= Okahao Constituency =

Electoral constituency in the Omusati region of northern Namibia

Okahao Constituency (red) in the Omusati Region

Okahao Constituency is an electoral constituency in the Omusati Region of Namibia. It had 12,390 registered voters in 2020. Its district capital is the town of Okahao, the birth place of Namibia's founding president Sam Nujoma.

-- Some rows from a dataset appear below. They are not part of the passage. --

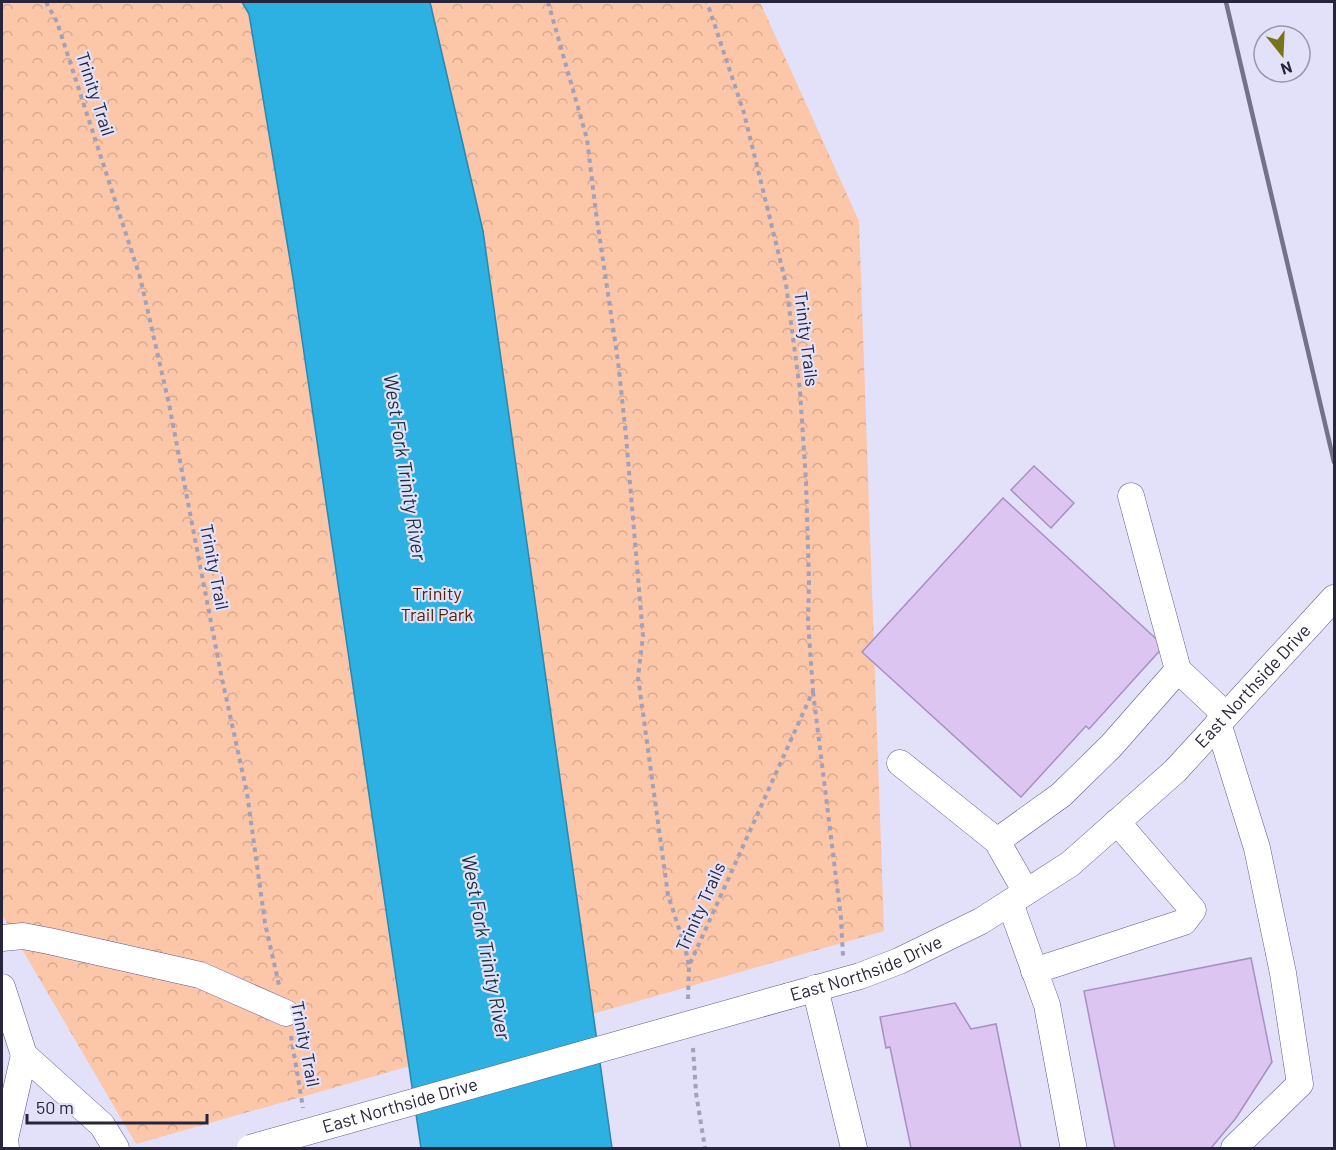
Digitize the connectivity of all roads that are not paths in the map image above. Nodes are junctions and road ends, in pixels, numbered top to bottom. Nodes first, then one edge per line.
1 (1131, 496) dead end
2 (1335, 598) edge
3 (1178, 670) junction
4 (1222, 719) junction
5 (900, 763) dead end
6 (1118, 822) junction
7 (997, 841) junction
8 (1018, 897) junction
9 (2, 938) edge
10 (1034, 971) junction
11 (2, 987) edge
12 (815, 988) junction
13 (285, 1013) road end
14 (24, 1055) junction
15 (851, 1145) edge
16 (1073, 1145) dead end
17 (6, 1149) edge
18 (116, 1149) edge
19 (250, 1149) edge
20 (1234, 1149) edge

1 - 3 street
2 - 4 street, East Northside Drive
3 - 4 street
3 - 7 street
4 - 6 street, East Northside Drive
4 - 20 street
5 - 7 street
6 - 8 street, East Northside Drive
6 - 10 street
7 - 8 street
8 - 10 street
8 - 12 street, East Northside Drive
9 - 13 street
10 - 16 street
11 - 14 street
12 - 15 street
12 - 19 street, East Northside Drive, bridge
14 - 17 street
14 - 18 street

Okahao Constituency was created in 1998 from existing constituencies of Omusati, following a recommendation of the Second Delimitation Commission of Namibia, and in preparation of the 1998 general election. It covers an area of 9,910 sqkm. Okahao Constituency had a population of 17,548 in 2011, down from 17,751 in 2001.

==Villages==

- Uutsathima, 80 km away from Okahao. It is home to Uutsathima Combined School, a school predominantly for San people with 12 teachers and more than 300 pupils.

==Politics==
Like all other constituencies in Omusati, Okahao constituency is traditionally a stronghold of the South West Africa People's Organization (SWAPO) party. The 2004 regional election was won by SWAPO politician Isai Paulus Kapenambili. He received 6,039 of the 6,104 votes cast.

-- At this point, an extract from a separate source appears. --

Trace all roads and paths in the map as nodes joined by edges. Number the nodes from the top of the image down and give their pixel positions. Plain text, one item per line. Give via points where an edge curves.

In the 2015 local and regional elections SWAPO candidate Leonard Shikulo won uncontested and became councillor after no opposition party nominated a candidate. Councillor Shikulo (SWAPO) was reelected in the 2020 regional election. He obtained 4,694 votes, far ahead of the only opposition candidate, Erastus Shipopyeni of the Independent Patriots for Change (IPC, an opposition party formed in August 2020), who obtained 396 votes.